I am wondering which works best because this light fixture turns on and off with a touch button. There's not a lot of well rated ones on Amazon... 

And shift work is just awful for keeping a steady light period.


----------



## thechibi (Jan 20, 2012)

Actually, would this go better under general equipment?


----------



## MtAnimals (May 17, 2015)

I've always used the cheap 6 dollar mechanical timers from the hardware store.push the buttons down for the hours you want it on.cheap and easy,I use these on all my tanks.


----------



## sick1166 (May 8, 2017)

6.00 timer works great also the timer has a switch to slid if I want my light on anytime


----------



## jeffkrol (Jun 5, 2013)

MtAnimals said:


> I've always used the cheap 6 dollar mechanical timers from the hardware store.push the buttons down for the hours you want it on.cheap and easy,I use these on all my tanks.





sick1166 said:


> 6.00 timer works great also the timer has a switch to slid if I want my light on anytime





Either use it on a touch switch enabled light?


----------



## Mike A. (Jan 6, 2018)

jeffkrol said:


> Either use it on a touch switch enabled light?


The Spec V light maintains last state through power cycles so works with pretty much any timer. The newer version anyway. Not sure about the older one. I use a Z-wave plug myself. No need for that but I have all of the rest anyway so makes it easy.


----------



## jeffkrol (Jun 5, 2013)

Mike A. said:


> The Spec V light maintains last state through power cycles so works with pretty much any timer. The newer version anyway. Not sure about the older one. I use a Z-wave plug myself. No need for that but I have all of the rest anyway so makes it easy.

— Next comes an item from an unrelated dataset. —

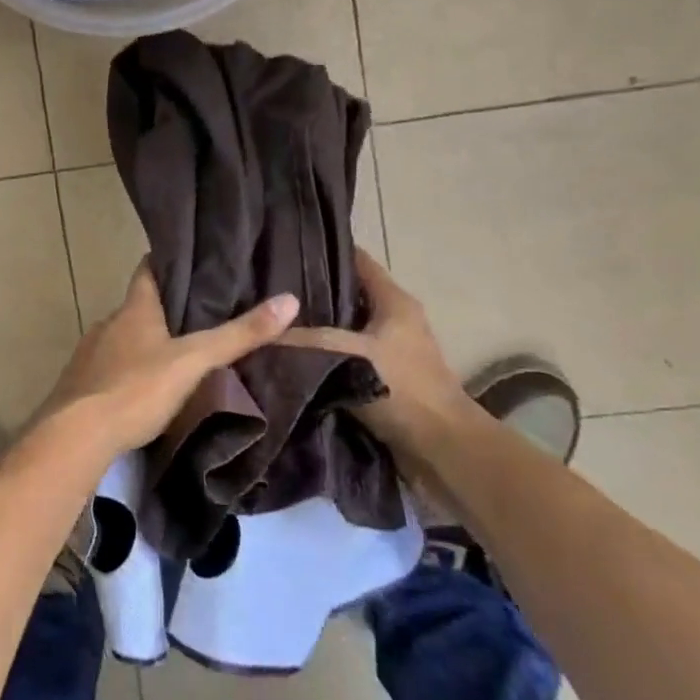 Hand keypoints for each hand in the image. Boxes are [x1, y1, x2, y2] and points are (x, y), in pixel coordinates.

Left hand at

Thanks, I had no clue if it would work or not.


----------



## DarkOne (Aug 26, 2018)

I use smart plugs and strips for my tank lights including a Spec 3. They're about $10 ea per plug ($5 on sale) or $30 for a 4 plug strip and controlled with the SmartLife app. You can schedule multiple on/off cycles. It also links to Amazon Echo (and Google Home). I have 11 tanks connected to Echo (Dots are $20-$30) and have voice control over all my tanks or one by one ("alexa, turn on all aquariums" or "alexa, turn on 75 gallon"). 

I bought the plugs and strips from Amazon and found Echo Dots on craigslist for $25 but prices came down on Amazon.


----------



## thorsonic (Jan 6, 2019)

Aren't you also turning off the pump with the light? Wouldn't this create a problem?



I haven't got my Spec V yet, but it appears to have one cord for the pump and light.


----------



## Poochaku (Jul 5, 2018)

There are two separate cords


----------



## thorsonic (Jan 6, 2019)

Poochaku said:


> There are two separate cords


Thanks!


----------